§ **What the exercise asks**
Below this line are records; write out exactly the lines from the one containing "Road topology of" through the one containing "Extract the road", with the pictures left out.

§ **Supplied data**
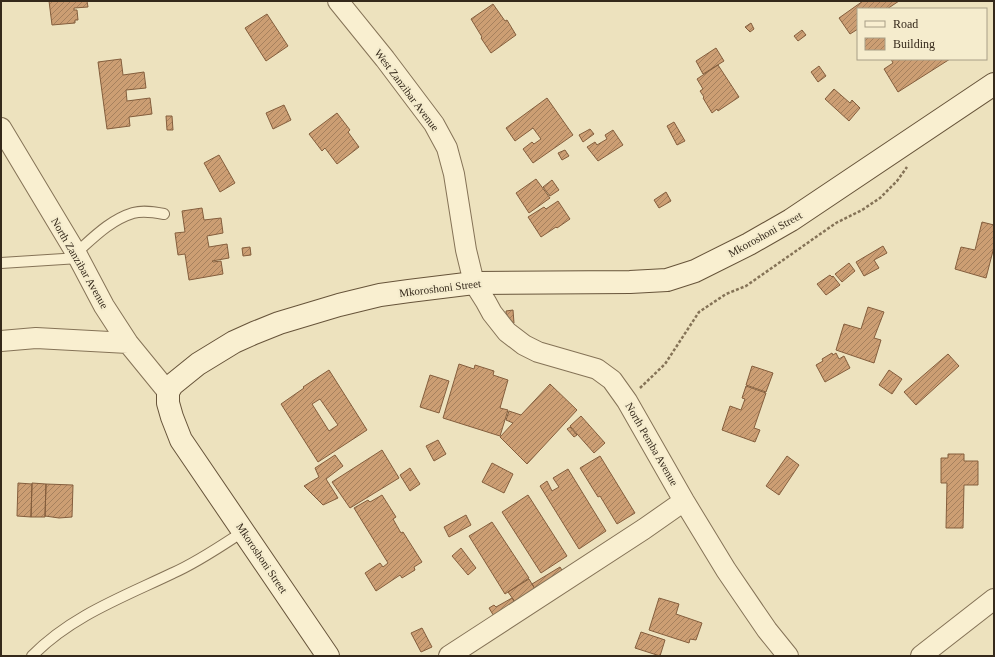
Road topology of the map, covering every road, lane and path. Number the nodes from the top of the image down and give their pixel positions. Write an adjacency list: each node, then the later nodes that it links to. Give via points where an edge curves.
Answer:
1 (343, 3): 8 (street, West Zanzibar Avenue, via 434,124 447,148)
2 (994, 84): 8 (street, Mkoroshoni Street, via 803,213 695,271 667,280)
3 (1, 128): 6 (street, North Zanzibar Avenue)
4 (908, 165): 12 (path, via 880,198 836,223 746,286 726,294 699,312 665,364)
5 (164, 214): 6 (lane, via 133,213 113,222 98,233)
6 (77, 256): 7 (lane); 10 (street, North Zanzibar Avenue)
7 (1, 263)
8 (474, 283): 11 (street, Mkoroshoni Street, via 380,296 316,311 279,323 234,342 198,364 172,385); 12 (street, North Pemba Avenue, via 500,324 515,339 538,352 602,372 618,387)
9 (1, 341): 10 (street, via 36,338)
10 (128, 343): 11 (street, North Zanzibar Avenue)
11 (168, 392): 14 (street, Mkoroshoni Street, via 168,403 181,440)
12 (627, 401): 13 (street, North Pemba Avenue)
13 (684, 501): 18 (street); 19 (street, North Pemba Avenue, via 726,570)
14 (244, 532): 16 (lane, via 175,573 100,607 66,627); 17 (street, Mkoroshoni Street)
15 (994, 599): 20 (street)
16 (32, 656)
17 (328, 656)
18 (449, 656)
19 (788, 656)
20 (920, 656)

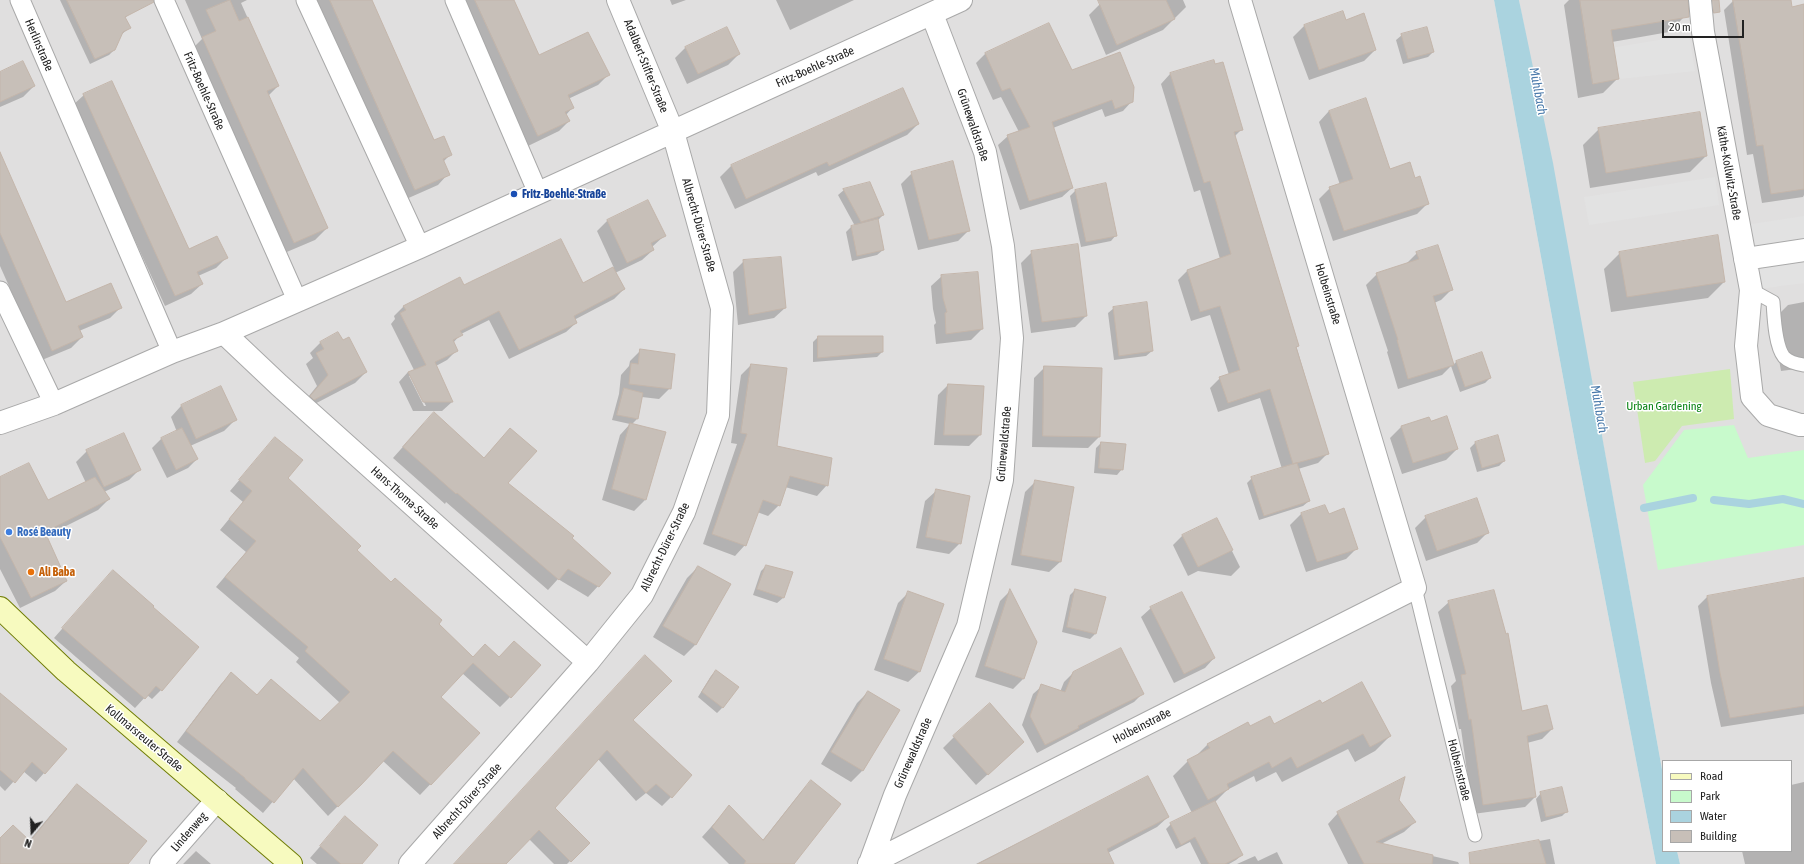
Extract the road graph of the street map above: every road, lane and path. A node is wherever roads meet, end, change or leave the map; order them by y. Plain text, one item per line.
* * *
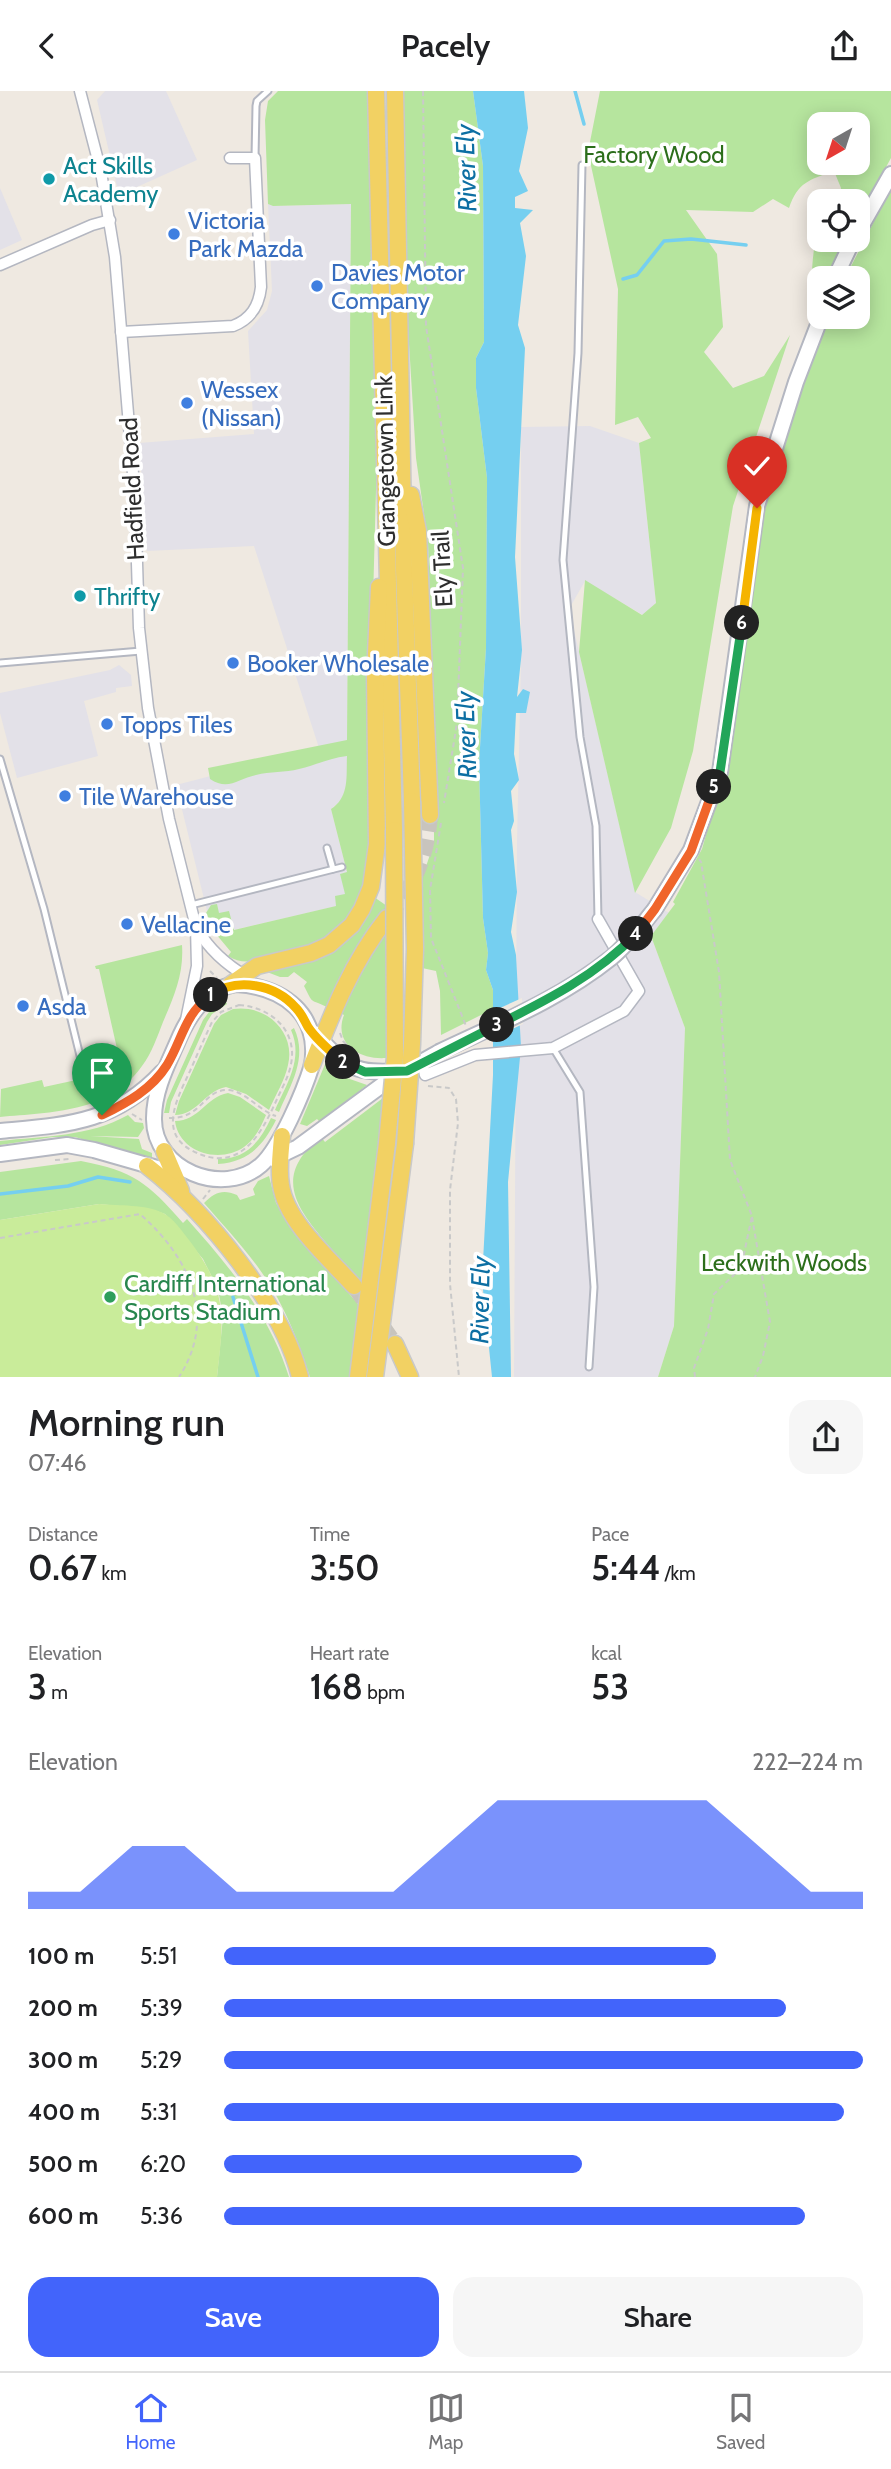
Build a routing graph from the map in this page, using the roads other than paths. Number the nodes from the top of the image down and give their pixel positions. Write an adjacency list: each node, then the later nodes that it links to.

§ **Response**
Road topology of the map, covering every road, lane and path. Number the nodes from the top of the image down and give their pixel positions. Write an adjacency list: each node, then the later nodes that it links to. Give via points where an edge curves.
Answer:
1 (343, 3): 8 (street, West Zanzibar Avenue, via 434,124 447,148)
2 (994, 84): 8 (street, Mkoroshoni Street, via 803,213 695,271 667,280)
3 (1, 128): 6 (street, North Zanzibar Avenue)
4 (908, 165): 12 (path, via 880,198 836,223 746,286 726,294 699,312 665,364)
5 (164, 214): 6 (lane, via 133,213 113,222 98,233)
6 (77, 256): 7 (lane); 10 (street, North Zanzibar Avenue)
7 (1, 263)
8 (474, 283): 11 (street, Mkoroshoni Street, via 380,296 316,311 279,323 234,342 198,364 172,385); 12 (street, North Pemba Avenue, via 500,324 515,339 538,352 602,372 618,387)
9 (1, 341): 10 (street, via 36,338)
10 (128, 343): 11 (street, North Zanzibar Avenue)
11 (168, 392): 14 (street, Mkoroshoni Street, via 168,403 181,440)
12 (627, 401): 13 (street, North Pemba Avenue)
13 (684, 501): 18 (street); 19 (street, North Pemba Avenue, via 726,570)
14 (244, 532): 16 (lane, via 175,573 100,607 66,627); 17 (street, Mkoroshoni Street)
15 (994, 599): 20 (street)
16 (32, 656)
17 (328, 656)
18 (449, 656)
19 (788, 656)
20 (920, 656)

Extract the road graph of the street map above: every road, lane and path. A node is wherever roads meet, end, change or leave the map; order them by y. Plain text, one item per line.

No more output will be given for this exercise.